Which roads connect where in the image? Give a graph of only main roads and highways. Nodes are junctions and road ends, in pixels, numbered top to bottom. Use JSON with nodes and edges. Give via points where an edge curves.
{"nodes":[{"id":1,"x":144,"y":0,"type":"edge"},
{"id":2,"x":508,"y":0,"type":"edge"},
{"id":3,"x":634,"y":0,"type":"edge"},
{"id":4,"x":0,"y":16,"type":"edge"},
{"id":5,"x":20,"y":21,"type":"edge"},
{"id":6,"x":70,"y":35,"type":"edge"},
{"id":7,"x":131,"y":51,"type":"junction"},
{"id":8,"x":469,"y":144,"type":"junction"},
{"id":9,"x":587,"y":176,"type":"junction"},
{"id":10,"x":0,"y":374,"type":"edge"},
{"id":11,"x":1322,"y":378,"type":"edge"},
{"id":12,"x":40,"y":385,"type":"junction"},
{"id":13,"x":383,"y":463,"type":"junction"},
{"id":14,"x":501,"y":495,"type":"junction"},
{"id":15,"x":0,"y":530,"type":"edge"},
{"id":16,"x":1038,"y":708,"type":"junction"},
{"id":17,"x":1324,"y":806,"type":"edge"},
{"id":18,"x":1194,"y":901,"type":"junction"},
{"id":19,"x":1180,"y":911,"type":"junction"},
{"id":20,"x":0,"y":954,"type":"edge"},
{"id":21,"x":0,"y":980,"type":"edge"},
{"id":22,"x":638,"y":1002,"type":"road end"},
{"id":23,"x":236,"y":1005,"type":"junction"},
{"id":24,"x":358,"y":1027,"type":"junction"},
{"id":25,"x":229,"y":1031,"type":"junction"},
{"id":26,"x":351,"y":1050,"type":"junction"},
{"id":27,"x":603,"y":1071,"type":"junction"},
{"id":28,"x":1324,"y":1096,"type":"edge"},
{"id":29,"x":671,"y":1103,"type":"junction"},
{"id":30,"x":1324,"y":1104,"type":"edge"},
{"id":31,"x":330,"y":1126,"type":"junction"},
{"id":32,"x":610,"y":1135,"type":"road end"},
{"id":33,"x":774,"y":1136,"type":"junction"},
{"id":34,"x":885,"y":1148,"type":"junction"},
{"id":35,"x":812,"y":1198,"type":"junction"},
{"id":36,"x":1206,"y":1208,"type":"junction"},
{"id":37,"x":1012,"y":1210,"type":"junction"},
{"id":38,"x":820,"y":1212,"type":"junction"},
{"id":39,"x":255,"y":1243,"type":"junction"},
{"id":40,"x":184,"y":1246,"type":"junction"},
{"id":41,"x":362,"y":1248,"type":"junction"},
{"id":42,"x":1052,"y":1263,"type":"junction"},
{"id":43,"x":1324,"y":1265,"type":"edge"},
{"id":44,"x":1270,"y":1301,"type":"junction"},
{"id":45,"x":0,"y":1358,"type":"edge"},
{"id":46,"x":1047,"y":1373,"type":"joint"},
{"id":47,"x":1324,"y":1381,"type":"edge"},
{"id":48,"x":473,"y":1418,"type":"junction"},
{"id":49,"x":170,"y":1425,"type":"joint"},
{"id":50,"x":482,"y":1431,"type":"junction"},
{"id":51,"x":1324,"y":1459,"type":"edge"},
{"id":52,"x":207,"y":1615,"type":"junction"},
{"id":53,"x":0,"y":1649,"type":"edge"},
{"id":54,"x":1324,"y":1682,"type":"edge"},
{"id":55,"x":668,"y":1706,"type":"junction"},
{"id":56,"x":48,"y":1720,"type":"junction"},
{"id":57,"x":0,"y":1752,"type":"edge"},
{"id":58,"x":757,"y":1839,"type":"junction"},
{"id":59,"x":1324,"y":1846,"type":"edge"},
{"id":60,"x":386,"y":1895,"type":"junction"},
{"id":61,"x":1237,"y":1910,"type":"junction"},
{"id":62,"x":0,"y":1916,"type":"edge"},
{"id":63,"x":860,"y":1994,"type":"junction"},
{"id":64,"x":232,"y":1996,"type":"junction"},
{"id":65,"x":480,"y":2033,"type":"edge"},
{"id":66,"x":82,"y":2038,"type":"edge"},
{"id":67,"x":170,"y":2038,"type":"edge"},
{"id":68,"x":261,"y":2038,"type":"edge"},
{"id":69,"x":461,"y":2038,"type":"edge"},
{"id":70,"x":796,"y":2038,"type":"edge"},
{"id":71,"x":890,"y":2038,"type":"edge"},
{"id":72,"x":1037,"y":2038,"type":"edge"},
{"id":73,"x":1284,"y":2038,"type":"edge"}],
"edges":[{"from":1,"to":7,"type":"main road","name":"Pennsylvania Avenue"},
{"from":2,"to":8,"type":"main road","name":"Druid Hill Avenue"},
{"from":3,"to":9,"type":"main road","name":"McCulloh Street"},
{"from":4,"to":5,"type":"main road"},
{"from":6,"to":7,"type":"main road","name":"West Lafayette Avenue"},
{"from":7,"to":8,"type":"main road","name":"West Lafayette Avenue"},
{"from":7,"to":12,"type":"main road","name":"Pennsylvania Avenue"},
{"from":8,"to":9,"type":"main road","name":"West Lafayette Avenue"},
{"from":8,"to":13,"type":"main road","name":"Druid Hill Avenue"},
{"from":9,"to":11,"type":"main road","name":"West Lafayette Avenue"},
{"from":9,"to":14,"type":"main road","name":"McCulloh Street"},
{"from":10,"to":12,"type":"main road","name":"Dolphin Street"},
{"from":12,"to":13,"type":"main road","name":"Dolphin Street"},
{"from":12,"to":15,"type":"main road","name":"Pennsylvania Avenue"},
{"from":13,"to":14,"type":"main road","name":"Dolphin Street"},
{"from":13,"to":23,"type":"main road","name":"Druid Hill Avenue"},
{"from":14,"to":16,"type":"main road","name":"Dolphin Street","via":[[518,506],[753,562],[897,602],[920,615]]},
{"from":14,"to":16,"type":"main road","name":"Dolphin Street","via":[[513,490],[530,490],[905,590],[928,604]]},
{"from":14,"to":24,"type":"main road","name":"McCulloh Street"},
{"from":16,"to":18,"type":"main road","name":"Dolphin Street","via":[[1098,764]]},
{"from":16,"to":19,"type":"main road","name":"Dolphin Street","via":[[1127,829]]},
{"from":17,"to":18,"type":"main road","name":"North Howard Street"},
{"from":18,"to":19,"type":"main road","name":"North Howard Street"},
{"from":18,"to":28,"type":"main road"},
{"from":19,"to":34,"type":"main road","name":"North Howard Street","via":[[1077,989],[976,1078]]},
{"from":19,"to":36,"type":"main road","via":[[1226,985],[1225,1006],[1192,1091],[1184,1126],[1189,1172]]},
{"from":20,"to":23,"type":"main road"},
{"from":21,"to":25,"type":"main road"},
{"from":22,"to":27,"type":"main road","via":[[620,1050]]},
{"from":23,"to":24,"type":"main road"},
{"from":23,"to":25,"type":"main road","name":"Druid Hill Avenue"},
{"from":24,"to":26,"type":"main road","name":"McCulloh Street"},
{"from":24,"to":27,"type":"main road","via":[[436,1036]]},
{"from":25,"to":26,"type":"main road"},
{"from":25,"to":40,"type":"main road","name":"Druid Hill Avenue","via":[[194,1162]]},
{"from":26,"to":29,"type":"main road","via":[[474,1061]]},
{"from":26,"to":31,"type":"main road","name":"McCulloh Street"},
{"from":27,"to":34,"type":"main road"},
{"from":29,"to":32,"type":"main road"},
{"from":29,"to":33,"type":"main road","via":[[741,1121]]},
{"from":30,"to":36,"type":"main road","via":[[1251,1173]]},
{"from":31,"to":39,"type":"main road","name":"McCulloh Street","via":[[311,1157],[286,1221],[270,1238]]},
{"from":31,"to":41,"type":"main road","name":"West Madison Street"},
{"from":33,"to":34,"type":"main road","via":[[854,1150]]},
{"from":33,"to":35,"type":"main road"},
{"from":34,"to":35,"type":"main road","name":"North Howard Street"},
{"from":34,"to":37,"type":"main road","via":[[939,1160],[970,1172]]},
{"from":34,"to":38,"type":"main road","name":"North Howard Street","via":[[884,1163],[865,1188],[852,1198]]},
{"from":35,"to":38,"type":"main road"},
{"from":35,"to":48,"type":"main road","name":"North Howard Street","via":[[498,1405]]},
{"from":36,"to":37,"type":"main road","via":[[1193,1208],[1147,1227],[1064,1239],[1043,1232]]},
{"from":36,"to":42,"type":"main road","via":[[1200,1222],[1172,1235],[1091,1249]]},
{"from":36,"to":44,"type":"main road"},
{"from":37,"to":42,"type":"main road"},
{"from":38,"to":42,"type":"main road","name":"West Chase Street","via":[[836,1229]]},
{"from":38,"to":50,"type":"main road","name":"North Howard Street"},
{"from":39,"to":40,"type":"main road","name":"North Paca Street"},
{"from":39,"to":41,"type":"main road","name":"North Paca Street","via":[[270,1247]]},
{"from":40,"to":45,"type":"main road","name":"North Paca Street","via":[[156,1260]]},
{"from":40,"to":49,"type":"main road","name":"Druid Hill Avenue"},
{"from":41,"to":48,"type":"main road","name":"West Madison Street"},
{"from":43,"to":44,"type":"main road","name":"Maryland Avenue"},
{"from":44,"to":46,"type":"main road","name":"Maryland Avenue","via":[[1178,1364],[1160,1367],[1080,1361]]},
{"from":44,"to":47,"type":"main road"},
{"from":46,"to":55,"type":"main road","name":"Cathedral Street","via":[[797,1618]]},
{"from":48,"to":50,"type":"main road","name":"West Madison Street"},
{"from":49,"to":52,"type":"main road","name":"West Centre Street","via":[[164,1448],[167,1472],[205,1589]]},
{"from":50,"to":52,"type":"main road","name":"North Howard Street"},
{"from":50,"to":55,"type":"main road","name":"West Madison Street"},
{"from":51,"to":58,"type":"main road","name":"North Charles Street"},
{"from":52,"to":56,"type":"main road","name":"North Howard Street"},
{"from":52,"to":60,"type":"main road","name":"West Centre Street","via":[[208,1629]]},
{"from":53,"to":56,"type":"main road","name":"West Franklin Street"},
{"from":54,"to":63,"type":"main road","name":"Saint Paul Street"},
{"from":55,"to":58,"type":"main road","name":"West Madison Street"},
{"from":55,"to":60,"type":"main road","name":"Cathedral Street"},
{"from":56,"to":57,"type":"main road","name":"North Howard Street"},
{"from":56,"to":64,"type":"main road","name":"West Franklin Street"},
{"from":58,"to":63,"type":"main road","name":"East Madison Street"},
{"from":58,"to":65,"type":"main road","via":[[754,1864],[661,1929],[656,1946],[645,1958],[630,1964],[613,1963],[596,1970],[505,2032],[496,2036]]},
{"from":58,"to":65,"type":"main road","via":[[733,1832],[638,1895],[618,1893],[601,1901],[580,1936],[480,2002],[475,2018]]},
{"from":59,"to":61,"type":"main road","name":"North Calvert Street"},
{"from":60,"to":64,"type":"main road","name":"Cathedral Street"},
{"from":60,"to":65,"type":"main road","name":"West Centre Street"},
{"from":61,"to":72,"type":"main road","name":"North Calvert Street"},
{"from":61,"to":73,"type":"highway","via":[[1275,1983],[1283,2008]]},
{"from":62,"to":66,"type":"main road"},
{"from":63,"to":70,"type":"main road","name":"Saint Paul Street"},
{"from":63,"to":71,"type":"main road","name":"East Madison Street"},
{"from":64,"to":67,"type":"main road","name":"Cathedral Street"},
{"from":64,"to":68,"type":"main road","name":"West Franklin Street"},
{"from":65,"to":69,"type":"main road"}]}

WORK TASK ▸
Across all the entries above, count each line that has the word "nodes" in it, and give only the count.

OUTPUT ▸
2